GOAL OF THE EXERCISE:
Below are records; output all of them exactly.

(Saved entries)
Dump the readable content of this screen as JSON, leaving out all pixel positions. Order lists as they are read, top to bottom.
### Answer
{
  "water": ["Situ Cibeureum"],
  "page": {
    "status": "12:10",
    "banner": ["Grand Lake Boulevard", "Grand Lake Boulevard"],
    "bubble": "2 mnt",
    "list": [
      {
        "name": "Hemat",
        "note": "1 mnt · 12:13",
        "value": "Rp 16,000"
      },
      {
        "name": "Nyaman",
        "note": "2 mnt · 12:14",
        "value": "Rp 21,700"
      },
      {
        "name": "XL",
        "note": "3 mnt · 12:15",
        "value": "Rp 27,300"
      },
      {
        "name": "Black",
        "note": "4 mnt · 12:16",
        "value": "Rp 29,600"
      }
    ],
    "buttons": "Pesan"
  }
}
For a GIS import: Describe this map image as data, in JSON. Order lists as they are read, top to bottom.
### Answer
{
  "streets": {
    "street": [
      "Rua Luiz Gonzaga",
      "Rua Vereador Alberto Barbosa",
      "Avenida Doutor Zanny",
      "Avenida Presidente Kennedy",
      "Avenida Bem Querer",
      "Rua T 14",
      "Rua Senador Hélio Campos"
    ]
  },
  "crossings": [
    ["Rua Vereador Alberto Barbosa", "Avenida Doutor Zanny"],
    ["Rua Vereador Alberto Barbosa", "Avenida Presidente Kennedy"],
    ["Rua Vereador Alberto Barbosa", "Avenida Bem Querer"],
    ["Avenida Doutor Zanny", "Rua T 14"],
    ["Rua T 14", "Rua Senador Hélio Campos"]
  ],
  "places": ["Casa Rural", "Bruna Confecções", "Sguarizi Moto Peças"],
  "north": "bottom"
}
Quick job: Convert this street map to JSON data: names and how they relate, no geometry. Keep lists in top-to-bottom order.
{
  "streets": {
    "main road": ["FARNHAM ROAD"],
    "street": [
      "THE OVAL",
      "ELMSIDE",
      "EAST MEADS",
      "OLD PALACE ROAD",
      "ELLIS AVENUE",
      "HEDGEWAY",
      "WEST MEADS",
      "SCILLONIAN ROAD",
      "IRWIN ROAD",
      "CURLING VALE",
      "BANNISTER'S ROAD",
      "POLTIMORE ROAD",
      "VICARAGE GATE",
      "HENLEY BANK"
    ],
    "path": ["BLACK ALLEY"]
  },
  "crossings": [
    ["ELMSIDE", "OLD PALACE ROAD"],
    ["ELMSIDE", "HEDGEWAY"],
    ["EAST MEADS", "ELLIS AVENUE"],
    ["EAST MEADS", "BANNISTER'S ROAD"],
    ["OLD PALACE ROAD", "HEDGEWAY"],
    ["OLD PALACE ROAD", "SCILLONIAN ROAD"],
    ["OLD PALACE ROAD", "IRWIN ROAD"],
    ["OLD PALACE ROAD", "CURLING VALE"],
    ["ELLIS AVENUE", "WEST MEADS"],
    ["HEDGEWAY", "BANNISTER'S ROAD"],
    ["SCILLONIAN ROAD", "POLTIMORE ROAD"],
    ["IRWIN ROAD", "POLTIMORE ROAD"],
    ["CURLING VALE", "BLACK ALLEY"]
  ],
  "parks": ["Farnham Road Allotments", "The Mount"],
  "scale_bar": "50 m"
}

SOLUTION FOR THIS TASK:
Dump the readable content of this screen as JSON, leaving out all pixel positions. Order lists as they are read, top to bottom.
### Answer
{
  "water": ["Situ Cibeureum"],
  "page": {
    "status": "12:10",
    "banner": ["Grand Lake Boulevard", "Grand Lake Boulevard"],
    "bubble": "2 mnt",
    "list": [
      {
        "name": "Hemat",
        "note": "1 mnt · 12:13",
        "value": "Rp 16,000"
      },
      {
        "name": "Nyaman",
        "note": "2 mnt · 12:14",
        "value": "Rp 21,700"
      },
      {
        "name": "XL",
        "note": "3 mnt · 12:15",
        "value": "Rp 27,300"
      },
      {
        "name": "Black",
        "note": "4 mnt · 12:16",
        "value": "Rp 29,600"
      }
    ],
    "buttons": "Pesan"
  }
}
For a GIS import: Describe this map image as data, in JSON. Order lists as they are read, top to bottom.
### Answer
{
  "streets": {
    "street": [
      "Rua Luiz Gonzaga",
      "Rua Vereador Alberto Barbosa",
      "Avenida Doutor Zanny",
      "Avenida Presidente Kennedy",
      "Avenida Bem Querer",
      "Rua T 14",
      "Rua Senador Hélio Campos"
    ]
  },
  "crossings": [
    ["Rua Vereador Alberto Barbosa", "Avenida Doutor Zanny"],
    ["Rua Vereador Alberto Barbosa", "Avenida Presidente Kennedy"],
    ["Rua Vereador Alberto Barbosa", "Avenida Bem Querer"],
    ["Avenida Doutor Zanny", "Rua T 14"],
    ["Rua T 14", "Rua Senador Hélio Campos"]
  ],
  "places": ["Casa Rural", "Bruna Confecções", "Sguarizi Moto Peças"],
  "north": "bottom"
}
Quick job: Convert this street map to JSON data: names and how they relate, no geometry. Keep lists in top-to-bottom order.
{
  "streets": {
    "main road": ["FARNHAM ROAD"],
    "street": [
      "THE OVAL",
      "ELMSIDE",
      "EAST MEADS",
      "OLD PALACE ROAD",
      "ELLIS AVENUE",
      "HEDGEWAY",
      "WEST MEADS",
      "SCILLONIAN ROAD",
      "IRWIN ROAD",
      "CURLING VALE",
      "BANNISTER'S ROAD",
      "POLTIMORE ROAD",
      "VICARAGE GATE",
      "HENLEY BANK"
    ],
    "path": ["BLACK ALLEY"]
  },
  "crossings": [
    ["ELMSIDE", "OLD PALACE ROAD"],
    ["ELMSIDE", "HEDGEWAY"],
    ["EAST MEADS", "ELLIS AVENUE"],
    ["EAST MEADS", "BANNISTER'S ROAD"],
    ["OLD PALACE ROAD", "HEDGEWAY"],
    ["OLD PALACE ROAD", "SCILLONIAN ROAD"],
    ["OLD PALACE ROAD", "IRWIN ROAD"],
    ["OLD PALACE ROAD", "CURLING VALE"],
    ["ELLIS AVENUE", "WEST MEADS"],
    ["HEDGEWAY", "BANNISTER'S ROAD"],
    ["SCILLONIAN ROAD", "POLTIMORE ROAD"],
    ["IRWIN ROAD", "POLTIMORE ROAD"],
    ["CURLING VALE", "BLACK ALLEY"]
  ],
  "parks": ["Farnham Road Allotments", "The Mount"],
  "scale_bar": "50 m"
}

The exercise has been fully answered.